イセ食品グループ会長伊勢彦信

   

今朝は珍しく朝寝坊した。昨夜カンブリア宮殿というテレビを遅くまで見て、興奮した為だ。幾つか自分にかかわることがあった。それよりも番組冒頭、放し飼いの鶏の卵は、イセ食品の卵より良くない。こう仕掛けられて、つい怒りで乗せられてしまった。この会長なかなかのエンターテイナーだ。一箇所に200万羽鶏を飼うという、私の考えで行けば、鳥インフルエンザ発生の総元締めのような人間だ。現実、茨城の農場では、鳥インフルエンザワクチンの不法使用の疑いで、散々調査をされた人間だ。それを、まるで他人事のように、鳥インフルエンザはシベリアで何年かに1回活性化する病気だ、などと白々しく発言していた。何故強毒化したのかに言及しないでどうする。茨城の事件の結末を見てみれば、ウインドレス鶏舎ばかりで広がり、その飼われている鶏の不健康が目立った。にもかかわらず、ウインドレス鶏舎の衛生の安全性を強調していた。トンでもないことだ。

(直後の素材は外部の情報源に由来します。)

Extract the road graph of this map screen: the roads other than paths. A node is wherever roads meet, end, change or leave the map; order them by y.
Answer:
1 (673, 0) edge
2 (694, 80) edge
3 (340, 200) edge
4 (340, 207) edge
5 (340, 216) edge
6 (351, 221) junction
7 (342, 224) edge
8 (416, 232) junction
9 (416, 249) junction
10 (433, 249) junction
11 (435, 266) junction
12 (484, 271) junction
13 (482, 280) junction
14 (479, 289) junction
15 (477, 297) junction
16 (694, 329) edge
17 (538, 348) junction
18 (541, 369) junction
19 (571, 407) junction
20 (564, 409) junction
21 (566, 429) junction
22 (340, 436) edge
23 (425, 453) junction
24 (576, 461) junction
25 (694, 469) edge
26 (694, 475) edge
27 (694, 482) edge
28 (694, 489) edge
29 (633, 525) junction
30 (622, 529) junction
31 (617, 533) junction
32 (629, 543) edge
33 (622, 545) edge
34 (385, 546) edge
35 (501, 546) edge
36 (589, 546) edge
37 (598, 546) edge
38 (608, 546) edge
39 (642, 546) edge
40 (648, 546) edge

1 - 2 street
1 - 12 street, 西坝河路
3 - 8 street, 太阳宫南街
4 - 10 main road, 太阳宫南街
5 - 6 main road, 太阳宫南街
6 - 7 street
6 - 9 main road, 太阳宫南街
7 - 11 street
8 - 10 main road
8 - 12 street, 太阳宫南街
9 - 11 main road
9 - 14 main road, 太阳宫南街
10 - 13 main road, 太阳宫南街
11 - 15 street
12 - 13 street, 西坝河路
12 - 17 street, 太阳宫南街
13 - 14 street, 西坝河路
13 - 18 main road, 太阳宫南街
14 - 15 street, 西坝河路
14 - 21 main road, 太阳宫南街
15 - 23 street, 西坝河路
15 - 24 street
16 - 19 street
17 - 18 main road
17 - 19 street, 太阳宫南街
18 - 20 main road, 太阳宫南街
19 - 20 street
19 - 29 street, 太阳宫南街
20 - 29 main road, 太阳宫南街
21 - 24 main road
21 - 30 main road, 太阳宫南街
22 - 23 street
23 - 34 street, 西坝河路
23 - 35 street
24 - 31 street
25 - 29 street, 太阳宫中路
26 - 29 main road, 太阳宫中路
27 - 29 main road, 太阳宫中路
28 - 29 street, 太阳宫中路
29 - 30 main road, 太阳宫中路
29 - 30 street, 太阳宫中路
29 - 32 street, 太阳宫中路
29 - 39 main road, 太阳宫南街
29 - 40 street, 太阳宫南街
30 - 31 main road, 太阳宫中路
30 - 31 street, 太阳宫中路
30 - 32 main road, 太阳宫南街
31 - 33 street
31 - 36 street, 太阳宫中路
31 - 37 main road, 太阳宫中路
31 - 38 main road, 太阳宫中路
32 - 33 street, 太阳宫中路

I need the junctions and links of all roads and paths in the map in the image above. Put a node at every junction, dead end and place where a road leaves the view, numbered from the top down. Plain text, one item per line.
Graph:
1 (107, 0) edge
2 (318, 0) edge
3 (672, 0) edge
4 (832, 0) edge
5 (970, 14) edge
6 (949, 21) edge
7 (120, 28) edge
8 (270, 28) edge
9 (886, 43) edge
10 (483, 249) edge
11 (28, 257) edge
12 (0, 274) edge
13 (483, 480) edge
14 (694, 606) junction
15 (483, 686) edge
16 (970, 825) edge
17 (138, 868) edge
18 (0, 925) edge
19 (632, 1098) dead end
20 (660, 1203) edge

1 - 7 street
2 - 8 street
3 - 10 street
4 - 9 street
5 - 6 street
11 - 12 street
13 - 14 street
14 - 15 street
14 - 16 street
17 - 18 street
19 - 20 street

しかし、画面は嘘をつけない、会長が鶏舎に入って撮影の間中、鳥がバタついて、すごい。めったに入らない証拠。フンほこりがやたら舞い上がっていた。他所の養鶏を批判しない。これは大切なことだが、昨夜のテレビはちょっと見逃してはいけないぐらい、悪質なデマを平気で流していた。テレビ局というものが、コマーシャルをくれる資本に弱いかの典型的な番組だ。公共の電波を使ってこういう放送が問題だ。司会をしている、村上龍という人も、まるで自分の視点を示せず、金持ちの前ではすぐ平伏してしまう、弱い感じがよく出ていた。

小学生の時ラジオから、日本の鶏が世界記録を作った。1年365個の卵を産んだ。こう流れた。これが、鶏少年だった私を刺激し、鶏改良を生涯の目標にしようと決意した、第1歩だった。何とそれをやったのは伊勢氏の父親だそうだ。50年経って知った。伊勢氏はそんな父親の元で、やっていた種鶏場に見切りをつけて、採卵養鶏業に入った。アイデアが優れていたというより、アメリカ方式をいち早く取り入れた。経営手腕は確かにいいのだろう。補助金を貰ったことはないと自慢していた。私と同じだ。絵が好きだというのも同じだが、伊勢氏は絵のコレクターでは相当有名だ。私は描くほうが好きなのだから、この違いが結局養鶏場の性格の、大きな違いにつながるのだろう。イセ食品の作る卵が素晴しい、と力説しているが、たいした卵を生産している訳ではない。当然のことだ。200万羽と成れば、自ずとその限界がある。卵を1個売ると、1円20銭利益が出る。との事だ。日本にはほぼ人口だけ鶏が居るのだから、毎日1億円市場か。このうちの1割ぐらいはイセ食品が占めているのだろう。

ますます、食べ物は自己責任の意識を持たないといけない。伊勢氏にすれば、放し飼いの卵は危険な卵だそうだ。私はウインドレスの卵は気味が悪くて食べたくない。お互い様だろう。どちらも違法でなければいいが、政府は当然のようにイセ食品についていて、放し飼いを禁止しようとする。こうした、デマのようなテレビもそれに一役買う。アメリカ人が、卵を食べなくなった為に、元気がなくなった。と面白おかしく言っていたが、卵は日に1個で充分だ。本来それ以上食べるのは偏食だ。5個も毎日食べたら、伊勢氏のようになるのか。イセ食品のような、巨大企業は更に大きくなるには、国民の嗜好まで変えなくては成らない。それは、まるでアメリカが戦後日本の食糧不足を通して、日本人の嗜好を変えて言ったのと同じだ。卵が優秀な食品の一つとは考えるが、あくまで節度を持って食べたときの事だ。